_Data to process_:
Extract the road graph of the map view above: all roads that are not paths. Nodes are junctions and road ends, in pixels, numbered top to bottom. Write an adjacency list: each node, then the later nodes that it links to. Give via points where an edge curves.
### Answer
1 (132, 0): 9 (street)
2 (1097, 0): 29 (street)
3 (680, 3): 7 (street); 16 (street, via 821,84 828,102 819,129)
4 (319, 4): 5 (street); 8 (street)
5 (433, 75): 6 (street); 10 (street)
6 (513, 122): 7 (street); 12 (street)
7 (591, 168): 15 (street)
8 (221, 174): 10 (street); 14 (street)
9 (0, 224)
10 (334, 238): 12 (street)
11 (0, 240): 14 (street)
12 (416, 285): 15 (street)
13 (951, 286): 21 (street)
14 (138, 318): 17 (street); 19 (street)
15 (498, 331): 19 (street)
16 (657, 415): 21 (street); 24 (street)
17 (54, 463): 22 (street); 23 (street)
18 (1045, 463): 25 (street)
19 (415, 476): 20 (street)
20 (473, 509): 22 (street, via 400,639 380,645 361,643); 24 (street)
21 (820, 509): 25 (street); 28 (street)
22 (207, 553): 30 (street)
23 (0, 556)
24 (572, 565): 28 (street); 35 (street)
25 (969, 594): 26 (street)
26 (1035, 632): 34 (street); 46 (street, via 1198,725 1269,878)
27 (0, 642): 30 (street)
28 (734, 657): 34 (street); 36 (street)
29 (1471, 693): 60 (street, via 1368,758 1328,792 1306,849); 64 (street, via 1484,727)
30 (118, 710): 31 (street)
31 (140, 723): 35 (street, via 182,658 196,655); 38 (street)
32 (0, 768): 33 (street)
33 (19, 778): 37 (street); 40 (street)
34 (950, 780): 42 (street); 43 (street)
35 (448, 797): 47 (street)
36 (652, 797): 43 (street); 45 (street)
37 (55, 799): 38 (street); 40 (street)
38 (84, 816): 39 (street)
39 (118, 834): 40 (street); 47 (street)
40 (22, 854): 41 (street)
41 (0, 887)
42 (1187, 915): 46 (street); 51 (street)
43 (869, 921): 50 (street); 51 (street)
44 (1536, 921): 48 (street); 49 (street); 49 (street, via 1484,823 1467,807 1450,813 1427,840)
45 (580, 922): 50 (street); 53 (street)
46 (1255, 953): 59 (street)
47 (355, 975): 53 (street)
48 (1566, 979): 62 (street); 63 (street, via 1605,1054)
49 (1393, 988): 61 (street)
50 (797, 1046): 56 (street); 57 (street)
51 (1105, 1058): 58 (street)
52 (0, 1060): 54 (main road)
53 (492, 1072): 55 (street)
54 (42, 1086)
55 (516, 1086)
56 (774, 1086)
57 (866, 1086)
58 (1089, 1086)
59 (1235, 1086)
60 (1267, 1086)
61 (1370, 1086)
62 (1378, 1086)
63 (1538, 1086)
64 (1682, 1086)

_Requirement_: Write out all the records above again, exactly as they stand.

_Response area_:
Extract the road graph of the map view above: all roads that are not paths. Nodes are junctions and road ends, in pixels, numbered top to bottom. Write an adjacency list: each node, then the later nodes that it links to. Give via points where an edge curves.
### Answer
1 (132, 0): 9 (street)
2 (1097, 0): 29 (street)
3 (680, 3): 7 (street); 16 (street, via 821,84 828,102 819,129)
4 (319, 4): 5 (street); 8 (street)
5 (433, 75): 6 (street); 10 (street)
6 (513, 122): 7 (street); 12 (street)
7 (591, 168): 15 (street)
8 (221, 174): 10 (street); 14 (street)
9 (0, 224)
10 (334, 238): 12 (street)
11 (0, 240): 14 (street)
12 (416, 285): 15 (street)
13 (951, 286): 21 (street)
14 (138, 318): 17 (street); 19 (street)
15 (498, 331): 19 (street)
16 (657, 415): 21 (street); 24 (street)
17 (54, 463): 22 (street); 23 (street)
18 (1045, 463): 25 (street)
19 (415, 476): 20 (street)
20 (473, 509): 22 (street, via 400,639 380,645 361,643); 24 (street)
21 (820, 509): 25 (street); 28 (street)
22 (207, 553): 30 (street)
23 (0, 556)
24 (572, 565): 28 (street); 35 (street)
25 (969, 594): 26 (street)
26 (1035, 632): 34 (street); 46 (street, via 1198,725 1269,878)
27 (0, 642): 30 (street)
28 (734, 657): 34 (street); 36 (street)
29 (1471, 693): 60 (street, via 1368,758 1328,792 1306,849); 64 (street, via 1484,727)
30 (118, 710): 31 (street)
31 (140, 723): 35 (street, via 182,658 196,655); 38 (street)
32 (0, 768): 33 (street)
33 (19, 778): 37 (street); 40 (street)
34 (950, 780): 42 (street); 43 (street)
35 (448, 797): 47 (street)
36 (652, 797): 43 (street); 45 (street)
37 (55, 799): 38 (street); 40 (street)
38 (84, 816): 39 (street)
39 (118, 834): 40 (street); 47 (street)
40 (22, 854): 41 (street)
41 (0, 887)
42 (1187, 915): 46 (street); 51 (street)
43 (869, 921): 50 (street); 51 (street)
44 (1536, 921): 48 (street); 49 (street); 49 (street, via 1484,823 1467,807 1450,813 1427,840)
45 (580, 922): 50 (street); 53 (street)
46 (1255, 953): 59 (street)
47 (355, 975): 53 (street)
48 (1566, 979): 62 (street); 63 (street, via 1605,1054)
49 (1393, 988): 61 (street)
50 (797, 1046): 56 (street); 57 (street)
51 (1105, 1058): 58 (street)
52 (0, 1060): 54 (main road)
53 (492, 1072): 55 (street)
54 (42, 1086)
55 (516, 1086)
56 (774, 1086)
57 (866, 1086)
58 (1089, 1086)
59 (1235, 1086)
60 (1267, 1086)
61 (1370, 1086)
62 (1378, 1086)
63 (1538, 1086)
64 (1682, 1086)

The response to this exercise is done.